Angotti-Jones portraits reveal individuals who are bonding, close nit, tight, at play, surfing, hanging out at home, socializing on the beach and when in the surf, taking a wave. Her photographs are made with forthright candor. She shares that growing up in the beach community of Orange County, traditionally very conservative and not a racially blended area, that her surfing endeavors raised issues of race, but in the context of surfing, equally with issues of gender. Women, of any race, are a minority on the ocean looking to catch a wave, although I personally see signs that this changing, especially the youth surfing competitions, which she includes a very touching photo of a young Black girl holding a surf board during a similar group event.
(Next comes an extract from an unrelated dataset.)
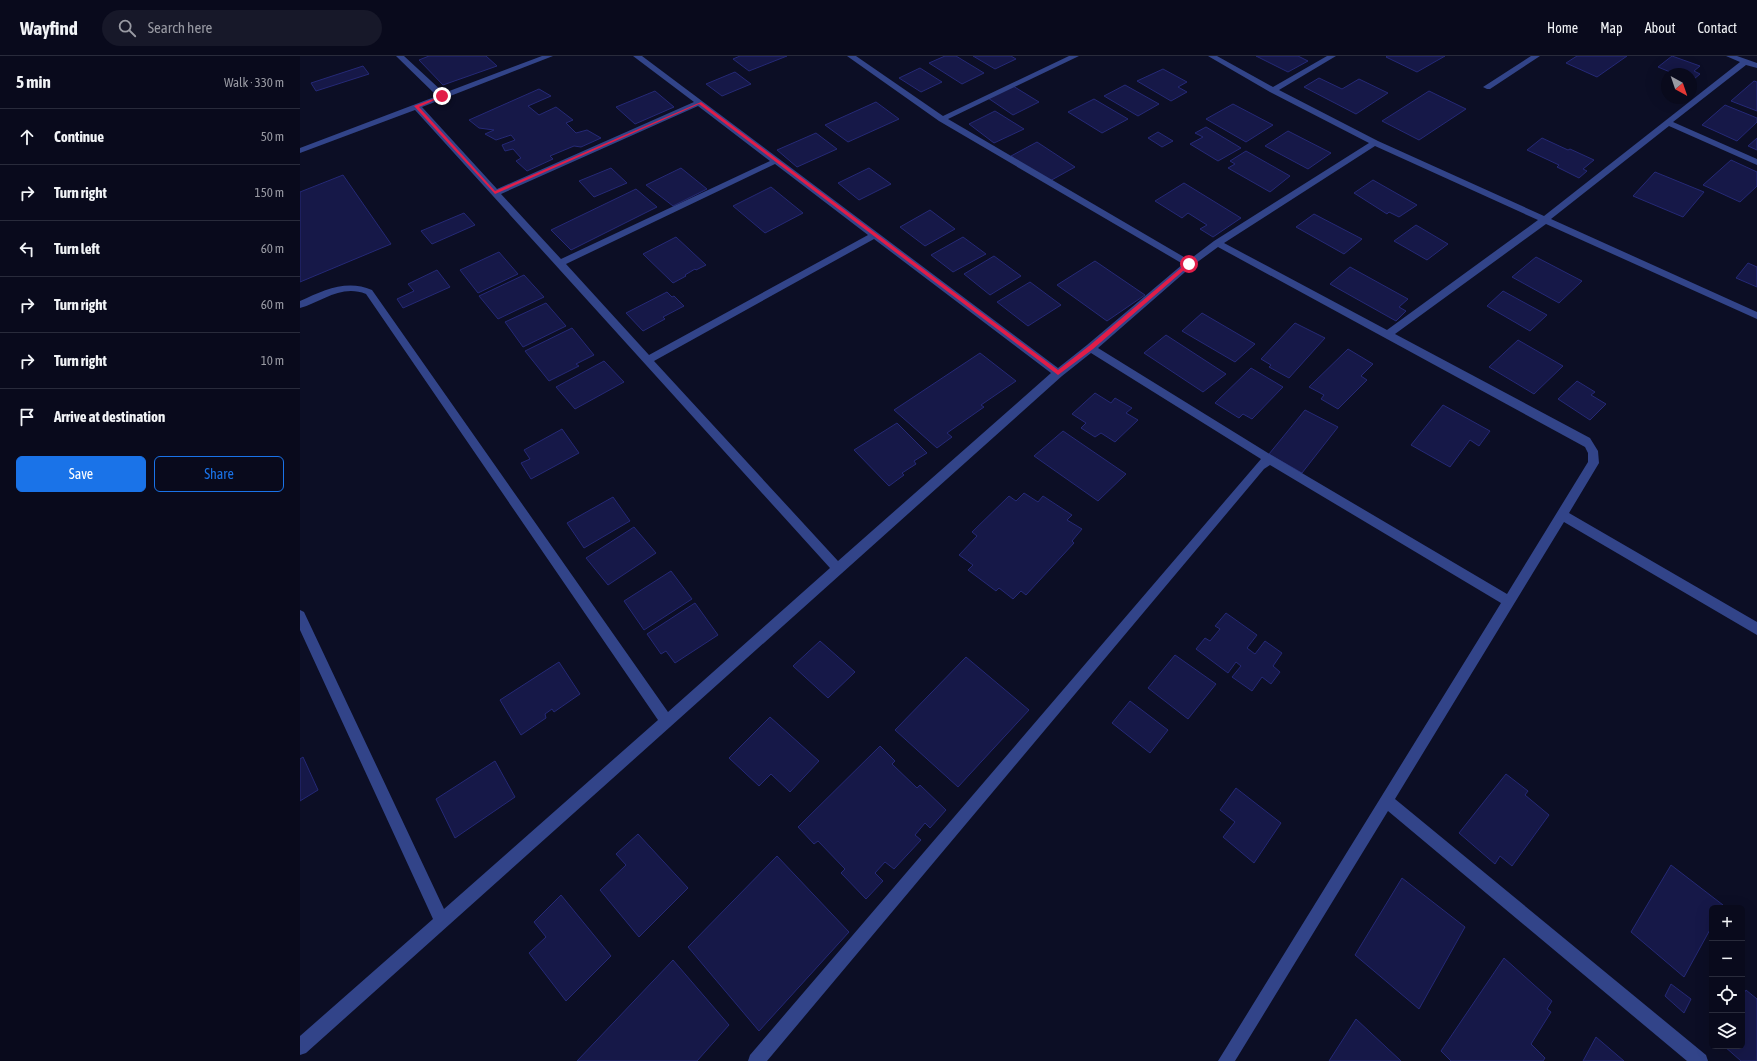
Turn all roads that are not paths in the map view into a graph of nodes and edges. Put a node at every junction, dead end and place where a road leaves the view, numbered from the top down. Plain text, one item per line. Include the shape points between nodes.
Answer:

The book’s full bleeds with the photographs running off the edges implies that there is much more going on than these pages can retain. The book’s Swiss binding allow the expansive photographs to cross across the two pages for a layflat read without anything lost in the gutter. Some of the captioning is very subtle as it hovers just over or slightly under the photographs, as though a small footnote to aid in the reading of the photograph. An excellent book layout and design that really complements her narrative.
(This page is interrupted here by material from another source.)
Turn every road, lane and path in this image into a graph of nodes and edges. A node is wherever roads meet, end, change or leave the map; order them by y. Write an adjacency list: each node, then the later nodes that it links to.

Revealed in her photographs are the intense exuberances of sport moments. Whether one is surfing, skiing, running or biking, there is an emotional zone one experiences while in the moment of the peak action. Angotti-Jones is able to capture this intensity of her friends, and as a surfer, these also become a series of indirect self-portraits. She is able to help take us on their journey and time together, while we may not experience these moments directly, the intensity of their friendship is shared in a manner that we may know something of their experience. We can imagine the highs and lows; that surfing is similar to life itself.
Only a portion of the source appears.